Stored data:
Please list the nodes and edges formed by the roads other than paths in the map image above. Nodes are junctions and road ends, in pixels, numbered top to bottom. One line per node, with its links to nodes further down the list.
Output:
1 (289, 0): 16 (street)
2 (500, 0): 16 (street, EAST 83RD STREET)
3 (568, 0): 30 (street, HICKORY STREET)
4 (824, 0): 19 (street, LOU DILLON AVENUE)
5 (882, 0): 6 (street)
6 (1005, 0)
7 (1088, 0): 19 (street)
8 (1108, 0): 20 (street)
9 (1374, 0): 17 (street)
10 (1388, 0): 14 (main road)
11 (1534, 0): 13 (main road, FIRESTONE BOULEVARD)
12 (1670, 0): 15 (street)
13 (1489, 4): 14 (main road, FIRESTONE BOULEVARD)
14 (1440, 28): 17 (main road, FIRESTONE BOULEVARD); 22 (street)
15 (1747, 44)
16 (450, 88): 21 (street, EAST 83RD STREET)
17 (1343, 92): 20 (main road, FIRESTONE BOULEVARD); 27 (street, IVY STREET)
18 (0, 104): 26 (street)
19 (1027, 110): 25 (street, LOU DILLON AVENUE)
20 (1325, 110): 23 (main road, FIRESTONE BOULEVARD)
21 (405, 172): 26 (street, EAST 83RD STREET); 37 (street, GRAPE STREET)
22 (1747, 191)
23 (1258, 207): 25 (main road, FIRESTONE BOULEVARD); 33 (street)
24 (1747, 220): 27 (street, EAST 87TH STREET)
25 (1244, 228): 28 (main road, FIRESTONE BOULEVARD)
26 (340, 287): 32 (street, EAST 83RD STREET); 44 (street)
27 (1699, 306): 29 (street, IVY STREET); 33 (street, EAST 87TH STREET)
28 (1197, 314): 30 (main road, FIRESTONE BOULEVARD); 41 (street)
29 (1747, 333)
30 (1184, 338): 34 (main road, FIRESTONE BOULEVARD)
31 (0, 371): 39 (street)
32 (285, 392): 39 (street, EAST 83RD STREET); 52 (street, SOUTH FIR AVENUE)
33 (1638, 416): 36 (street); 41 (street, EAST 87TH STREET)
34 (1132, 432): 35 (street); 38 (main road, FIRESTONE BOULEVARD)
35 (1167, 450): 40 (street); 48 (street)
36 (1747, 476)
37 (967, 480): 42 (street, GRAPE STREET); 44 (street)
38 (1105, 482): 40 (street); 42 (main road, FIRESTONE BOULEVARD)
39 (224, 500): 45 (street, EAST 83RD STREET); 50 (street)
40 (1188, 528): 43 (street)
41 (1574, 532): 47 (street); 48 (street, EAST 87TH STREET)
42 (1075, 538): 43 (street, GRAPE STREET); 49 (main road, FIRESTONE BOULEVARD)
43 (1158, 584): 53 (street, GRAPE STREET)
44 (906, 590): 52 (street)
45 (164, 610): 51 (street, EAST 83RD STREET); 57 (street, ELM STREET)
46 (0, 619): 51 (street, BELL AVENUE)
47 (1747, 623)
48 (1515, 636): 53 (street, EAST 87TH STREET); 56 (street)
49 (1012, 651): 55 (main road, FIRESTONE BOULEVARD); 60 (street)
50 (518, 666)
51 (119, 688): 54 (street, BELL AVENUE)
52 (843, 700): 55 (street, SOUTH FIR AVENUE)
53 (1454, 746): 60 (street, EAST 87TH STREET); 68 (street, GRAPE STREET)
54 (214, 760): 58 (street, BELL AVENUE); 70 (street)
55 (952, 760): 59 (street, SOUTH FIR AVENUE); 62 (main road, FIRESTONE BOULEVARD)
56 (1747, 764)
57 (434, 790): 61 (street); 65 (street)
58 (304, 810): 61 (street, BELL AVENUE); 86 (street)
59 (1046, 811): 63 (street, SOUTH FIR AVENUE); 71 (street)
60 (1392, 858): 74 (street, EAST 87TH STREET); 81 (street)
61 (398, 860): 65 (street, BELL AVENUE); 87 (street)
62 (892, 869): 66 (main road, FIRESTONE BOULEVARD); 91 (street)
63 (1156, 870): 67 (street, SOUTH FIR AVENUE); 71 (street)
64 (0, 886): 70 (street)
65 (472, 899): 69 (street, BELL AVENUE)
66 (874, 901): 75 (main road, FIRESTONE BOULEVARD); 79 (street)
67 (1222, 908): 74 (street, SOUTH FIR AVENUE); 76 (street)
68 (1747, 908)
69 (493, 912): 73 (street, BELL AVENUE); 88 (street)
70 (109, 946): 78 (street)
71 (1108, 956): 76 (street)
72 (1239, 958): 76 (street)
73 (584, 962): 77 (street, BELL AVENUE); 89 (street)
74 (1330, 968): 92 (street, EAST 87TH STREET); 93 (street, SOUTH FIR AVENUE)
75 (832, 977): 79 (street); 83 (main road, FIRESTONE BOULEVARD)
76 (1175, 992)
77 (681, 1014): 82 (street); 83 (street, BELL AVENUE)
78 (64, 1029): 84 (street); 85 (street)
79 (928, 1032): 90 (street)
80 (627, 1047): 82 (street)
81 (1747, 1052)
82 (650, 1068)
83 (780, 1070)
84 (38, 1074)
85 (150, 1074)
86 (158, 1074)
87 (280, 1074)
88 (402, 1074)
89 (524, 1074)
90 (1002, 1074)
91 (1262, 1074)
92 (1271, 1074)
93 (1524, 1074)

→ EXERCISE OBJECTIVE: Show all lines in the entries above where the string "DILLON" appears.

→ SOLUTION TO THIS PROBLEM:
4 (824, 0): 19 (street, LOU DILLON AVENUE)
19 (1027, 110): 25 (street, LOU DILLON AVENUE)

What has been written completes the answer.